Records from a collection:
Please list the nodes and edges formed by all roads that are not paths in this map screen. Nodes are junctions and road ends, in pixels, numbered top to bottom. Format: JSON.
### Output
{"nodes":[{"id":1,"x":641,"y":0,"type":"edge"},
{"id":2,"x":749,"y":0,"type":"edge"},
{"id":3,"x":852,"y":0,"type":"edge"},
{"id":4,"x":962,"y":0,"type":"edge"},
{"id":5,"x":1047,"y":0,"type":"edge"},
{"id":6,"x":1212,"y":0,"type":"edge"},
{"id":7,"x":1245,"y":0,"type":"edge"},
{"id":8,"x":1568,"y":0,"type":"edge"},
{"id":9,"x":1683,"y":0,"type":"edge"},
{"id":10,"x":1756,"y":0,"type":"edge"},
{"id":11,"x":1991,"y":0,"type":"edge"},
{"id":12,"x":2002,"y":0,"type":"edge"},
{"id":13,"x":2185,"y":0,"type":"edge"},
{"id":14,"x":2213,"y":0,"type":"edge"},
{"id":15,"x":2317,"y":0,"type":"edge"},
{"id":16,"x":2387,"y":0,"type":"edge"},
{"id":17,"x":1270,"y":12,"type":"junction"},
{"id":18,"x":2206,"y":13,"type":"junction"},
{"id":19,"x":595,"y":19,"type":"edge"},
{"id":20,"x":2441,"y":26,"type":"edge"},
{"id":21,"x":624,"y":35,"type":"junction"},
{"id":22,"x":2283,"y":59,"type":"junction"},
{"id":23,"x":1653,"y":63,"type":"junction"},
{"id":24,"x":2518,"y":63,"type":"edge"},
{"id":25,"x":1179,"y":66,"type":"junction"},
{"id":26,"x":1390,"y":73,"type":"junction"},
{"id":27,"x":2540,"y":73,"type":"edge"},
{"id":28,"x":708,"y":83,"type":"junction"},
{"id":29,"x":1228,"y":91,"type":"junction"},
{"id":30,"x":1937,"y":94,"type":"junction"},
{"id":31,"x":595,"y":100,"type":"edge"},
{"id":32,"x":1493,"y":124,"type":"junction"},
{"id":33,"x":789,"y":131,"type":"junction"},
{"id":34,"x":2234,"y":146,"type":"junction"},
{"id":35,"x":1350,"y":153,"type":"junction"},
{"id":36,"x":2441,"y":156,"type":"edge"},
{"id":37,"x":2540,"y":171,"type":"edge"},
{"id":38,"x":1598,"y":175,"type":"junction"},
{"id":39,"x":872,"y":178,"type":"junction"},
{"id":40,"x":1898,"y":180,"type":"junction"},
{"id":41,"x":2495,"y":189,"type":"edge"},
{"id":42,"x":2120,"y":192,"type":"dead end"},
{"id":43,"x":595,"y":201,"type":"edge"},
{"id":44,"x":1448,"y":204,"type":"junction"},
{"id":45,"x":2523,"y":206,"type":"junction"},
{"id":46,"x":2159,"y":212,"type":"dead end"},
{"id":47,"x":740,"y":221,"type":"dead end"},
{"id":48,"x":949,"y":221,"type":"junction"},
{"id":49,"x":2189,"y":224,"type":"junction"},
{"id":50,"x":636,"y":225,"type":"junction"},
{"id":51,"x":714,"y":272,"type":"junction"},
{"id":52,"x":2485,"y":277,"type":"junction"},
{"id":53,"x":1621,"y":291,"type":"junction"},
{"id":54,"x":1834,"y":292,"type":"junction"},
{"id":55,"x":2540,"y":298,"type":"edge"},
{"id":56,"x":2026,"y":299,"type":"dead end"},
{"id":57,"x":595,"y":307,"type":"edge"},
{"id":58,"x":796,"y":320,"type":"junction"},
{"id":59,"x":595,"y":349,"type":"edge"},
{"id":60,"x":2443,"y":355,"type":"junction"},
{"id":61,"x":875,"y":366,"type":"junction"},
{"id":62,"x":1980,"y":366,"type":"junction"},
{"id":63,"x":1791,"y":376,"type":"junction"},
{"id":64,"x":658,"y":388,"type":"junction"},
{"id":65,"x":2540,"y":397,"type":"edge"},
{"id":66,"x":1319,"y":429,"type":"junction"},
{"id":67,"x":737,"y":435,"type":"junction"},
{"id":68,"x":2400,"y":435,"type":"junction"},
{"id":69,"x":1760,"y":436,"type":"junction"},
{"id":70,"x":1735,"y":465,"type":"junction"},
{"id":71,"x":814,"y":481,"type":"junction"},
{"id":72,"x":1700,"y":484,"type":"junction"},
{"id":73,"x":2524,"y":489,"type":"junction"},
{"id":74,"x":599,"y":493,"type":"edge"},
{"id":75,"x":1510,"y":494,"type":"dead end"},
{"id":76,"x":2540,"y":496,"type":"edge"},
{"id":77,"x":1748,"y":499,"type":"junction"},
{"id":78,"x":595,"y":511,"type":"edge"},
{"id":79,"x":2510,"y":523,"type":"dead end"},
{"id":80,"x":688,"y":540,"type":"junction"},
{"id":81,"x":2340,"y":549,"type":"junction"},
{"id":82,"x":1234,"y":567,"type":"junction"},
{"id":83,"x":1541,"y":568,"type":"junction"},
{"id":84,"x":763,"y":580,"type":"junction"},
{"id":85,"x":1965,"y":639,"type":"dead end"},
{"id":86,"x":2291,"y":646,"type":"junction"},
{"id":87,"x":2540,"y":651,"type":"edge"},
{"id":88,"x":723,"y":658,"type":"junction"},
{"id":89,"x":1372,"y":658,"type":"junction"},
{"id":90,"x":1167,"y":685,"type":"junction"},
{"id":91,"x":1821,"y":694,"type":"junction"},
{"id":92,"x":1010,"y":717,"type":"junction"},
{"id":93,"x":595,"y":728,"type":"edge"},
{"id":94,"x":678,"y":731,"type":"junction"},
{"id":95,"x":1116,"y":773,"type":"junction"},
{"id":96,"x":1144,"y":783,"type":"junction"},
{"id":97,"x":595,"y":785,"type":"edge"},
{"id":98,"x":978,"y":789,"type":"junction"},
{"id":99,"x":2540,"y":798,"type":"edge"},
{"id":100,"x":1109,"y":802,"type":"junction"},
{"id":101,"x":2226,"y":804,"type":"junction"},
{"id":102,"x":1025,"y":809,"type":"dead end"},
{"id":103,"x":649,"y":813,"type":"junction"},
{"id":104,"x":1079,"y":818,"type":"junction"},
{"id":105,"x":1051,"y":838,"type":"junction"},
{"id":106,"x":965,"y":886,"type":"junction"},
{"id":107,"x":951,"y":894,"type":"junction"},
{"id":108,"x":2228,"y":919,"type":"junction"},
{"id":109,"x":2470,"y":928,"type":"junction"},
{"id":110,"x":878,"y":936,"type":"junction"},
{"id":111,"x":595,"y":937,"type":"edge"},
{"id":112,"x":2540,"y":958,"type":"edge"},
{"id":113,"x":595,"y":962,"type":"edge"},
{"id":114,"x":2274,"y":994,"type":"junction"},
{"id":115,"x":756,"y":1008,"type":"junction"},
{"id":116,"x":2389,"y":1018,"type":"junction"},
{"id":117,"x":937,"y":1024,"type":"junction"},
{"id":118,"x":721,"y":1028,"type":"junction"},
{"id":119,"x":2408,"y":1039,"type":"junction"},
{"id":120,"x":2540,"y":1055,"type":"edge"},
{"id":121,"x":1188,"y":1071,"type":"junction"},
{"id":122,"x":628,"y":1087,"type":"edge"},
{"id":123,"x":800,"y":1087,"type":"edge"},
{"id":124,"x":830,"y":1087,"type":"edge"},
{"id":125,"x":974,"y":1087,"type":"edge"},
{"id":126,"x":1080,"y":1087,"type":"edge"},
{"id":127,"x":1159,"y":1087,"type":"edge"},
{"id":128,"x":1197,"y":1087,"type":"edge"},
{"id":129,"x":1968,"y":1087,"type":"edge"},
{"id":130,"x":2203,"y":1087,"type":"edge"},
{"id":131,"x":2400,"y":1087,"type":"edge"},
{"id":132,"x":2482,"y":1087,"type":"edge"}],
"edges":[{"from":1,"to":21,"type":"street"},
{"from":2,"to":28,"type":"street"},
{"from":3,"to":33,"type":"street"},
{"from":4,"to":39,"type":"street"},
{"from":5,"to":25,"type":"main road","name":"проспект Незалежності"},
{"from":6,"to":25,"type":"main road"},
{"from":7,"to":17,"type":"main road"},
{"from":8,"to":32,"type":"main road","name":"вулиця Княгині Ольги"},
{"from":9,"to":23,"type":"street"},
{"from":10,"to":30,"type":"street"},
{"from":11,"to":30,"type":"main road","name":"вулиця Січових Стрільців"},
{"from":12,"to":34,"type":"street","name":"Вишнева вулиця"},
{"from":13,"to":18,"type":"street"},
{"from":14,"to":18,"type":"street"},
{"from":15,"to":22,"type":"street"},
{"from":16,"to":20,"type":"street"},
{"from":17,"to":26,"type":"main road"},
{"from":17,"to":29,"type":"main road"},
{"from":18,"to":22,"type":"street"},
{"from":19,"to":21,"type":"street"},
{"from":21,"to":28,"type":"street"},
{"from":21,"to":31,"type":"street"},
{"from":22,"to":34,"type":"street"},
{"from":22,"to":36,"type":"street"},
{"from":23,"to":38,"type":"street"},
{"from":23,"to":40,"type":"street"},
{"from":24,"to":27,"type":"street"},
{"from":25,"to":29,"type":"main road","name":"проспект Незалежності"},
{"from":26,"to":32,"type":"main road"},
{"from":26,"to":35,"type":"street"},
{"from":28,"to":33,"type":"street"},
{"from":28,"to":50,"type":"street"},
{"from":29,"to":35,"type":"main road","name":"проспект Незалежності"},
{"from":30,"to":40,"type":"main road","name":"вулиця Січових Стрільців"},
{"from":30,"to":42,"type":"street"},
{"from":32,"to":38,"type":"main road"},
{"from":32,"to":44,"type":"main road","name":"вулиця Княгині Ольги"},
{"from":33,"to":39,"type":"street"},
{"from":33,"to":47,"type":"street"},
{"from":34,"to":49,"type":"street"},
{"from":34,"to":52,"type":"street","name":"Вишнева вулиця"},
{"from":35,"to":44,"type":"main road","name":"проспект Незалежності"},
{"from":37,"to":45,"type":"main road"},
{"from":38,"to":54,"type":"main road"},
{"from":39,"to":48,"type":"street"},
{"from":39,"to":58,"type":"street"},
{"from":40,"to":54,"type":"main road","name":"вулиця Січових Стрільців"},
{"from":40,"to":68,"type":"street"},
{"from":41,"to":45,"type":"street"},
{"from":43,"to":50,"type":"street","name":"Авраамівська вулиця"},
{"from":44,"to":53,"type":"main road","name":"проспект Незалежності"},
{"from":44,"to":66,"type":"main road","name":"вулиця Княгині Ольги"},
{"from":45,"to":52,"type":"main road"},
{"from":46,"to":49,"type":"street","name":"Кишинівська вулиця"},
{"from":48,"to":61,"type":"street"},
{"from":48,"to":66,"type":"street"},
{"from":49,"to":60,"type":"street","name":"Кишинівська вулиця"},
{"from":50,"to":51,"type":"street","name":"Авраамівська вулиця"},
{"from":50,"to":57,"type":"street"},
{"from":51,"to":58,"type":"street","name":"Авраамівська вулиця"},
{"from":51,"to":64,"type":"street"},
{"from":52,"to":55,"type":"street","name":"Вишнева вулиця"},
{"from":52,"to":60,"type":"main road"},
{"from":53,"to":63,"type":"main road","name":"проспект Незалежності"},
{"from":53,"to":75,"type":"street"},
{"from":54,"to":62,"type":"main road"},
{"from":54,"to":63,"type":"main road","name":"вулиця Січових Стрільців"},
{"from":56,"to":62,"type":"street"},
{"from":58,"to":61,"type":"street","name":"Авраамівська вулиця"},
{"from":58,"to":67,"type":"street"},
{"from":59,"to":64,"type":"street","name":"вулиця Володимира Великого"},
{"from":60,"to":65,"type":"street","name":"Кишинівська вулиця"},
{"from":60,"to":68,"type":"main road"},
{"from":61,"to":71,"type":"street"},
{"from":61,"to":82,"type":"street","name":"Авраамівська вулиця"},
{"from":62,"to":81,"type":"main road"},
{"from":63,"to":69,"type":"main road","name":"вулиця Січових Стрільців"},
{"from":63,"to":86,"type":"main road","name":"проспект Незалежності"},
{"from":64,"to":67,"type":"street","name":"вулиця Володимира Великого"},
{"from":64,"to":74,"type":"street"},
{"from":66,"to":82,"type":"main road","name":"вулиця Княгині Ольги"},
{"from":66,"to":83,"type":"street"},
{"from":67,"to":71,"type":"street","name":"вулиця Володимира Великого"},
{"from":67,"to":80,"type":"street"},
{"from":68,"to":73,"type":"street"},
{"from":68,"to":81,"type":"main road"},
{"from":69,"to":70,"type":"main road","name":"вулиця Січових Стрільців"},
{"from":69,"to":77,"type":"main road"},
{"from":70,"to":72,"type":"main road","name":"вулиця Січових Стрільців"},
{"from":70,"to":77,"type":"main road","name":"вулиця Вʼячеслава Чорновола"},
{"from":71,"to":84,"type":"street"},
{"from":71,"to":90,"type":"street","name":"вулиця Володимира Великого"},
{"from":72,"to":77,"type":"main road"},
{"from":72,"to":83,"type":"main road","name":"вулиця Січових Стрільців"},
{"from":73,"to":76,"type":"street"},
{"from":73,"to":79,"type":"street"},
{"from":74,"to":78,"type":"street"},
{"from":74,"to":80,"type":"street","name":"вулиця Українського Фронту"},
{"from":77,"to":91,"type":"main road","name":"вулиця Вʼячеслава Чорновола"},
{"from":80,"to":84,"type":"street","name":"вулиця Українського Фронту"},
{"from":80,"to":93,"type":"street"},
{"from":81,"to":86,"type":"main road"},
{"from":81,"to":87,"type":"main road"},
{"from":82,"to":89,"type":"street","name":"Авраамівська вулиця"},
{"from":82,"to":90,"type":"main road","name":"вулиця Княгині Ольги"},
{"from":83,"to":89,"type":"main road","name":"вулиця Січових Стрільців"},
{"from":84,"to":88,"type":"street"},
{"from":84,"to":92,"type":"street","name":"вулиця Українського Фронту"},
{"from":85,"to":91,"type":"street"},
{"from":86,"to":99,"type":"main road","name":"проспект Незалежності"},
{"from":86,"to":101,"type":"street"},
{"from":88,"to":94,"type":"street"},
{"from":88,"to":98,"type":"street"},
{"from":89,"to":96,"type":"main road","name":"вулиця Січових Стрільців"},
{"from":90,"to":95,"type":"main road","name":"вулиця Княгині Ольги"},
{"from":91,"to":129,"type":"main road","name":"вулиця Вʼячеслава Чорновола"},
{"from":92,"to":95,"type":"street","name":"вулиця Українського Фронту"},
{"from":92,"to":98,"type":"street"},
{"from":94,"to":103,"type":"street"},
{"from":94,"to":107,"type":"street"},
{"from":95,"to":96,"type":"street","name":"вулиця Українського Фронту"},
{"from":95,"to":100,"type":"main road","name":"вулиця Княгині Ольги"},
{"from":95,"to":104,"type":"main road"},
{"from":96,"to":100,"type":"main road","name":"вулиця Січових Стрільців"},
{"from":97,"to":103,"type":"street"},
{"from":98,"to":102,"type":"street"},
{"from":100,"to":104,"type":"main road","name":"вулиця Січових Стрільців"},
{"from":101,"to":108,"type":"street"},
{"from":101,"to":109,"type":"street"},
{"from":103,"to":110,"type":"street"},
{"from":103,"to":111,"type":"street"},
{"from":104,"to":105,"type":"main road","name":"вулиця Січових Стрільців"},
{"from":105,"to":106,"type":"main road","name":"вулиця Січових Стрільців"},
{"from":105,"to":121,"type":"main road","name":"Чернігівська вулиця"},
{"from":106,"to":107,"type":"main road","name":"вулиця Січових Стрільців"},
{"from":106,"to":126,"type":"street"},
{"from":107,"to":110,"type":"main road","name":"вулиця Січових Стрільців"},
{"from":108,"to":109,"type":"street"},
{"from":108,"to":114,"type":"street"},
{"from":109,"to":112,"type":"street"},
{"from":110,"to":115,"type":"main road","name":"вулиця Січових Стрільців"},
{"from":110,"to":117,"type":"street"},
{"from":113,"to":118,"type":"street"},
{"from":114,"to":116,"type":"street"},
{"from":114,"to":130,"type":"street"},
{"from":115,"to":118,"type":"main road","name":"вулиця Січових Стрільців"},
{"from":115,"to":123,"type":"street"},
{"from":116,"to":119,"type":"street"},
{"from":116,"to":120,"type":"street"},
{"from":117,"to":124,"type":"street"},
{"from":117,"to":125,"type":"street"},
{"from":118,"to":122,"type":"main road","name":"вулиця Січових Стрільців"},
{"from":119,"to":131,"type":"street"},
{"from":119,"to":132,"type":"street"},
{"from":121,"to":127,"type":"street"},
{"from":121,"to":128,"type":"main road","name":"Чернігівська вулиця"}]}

▸ WHAT THE TASK ASKS
Each line in the records above that contains the word "Чернігівська" must be copied.

▸ RESULT FOR THIS TASK
{"from":105,"to":121,"type":"main road","name":"Чернігівська вулиця"},
{"from":121,"to":128,"type":"main road","name":"Чернігівська вулиця"}]}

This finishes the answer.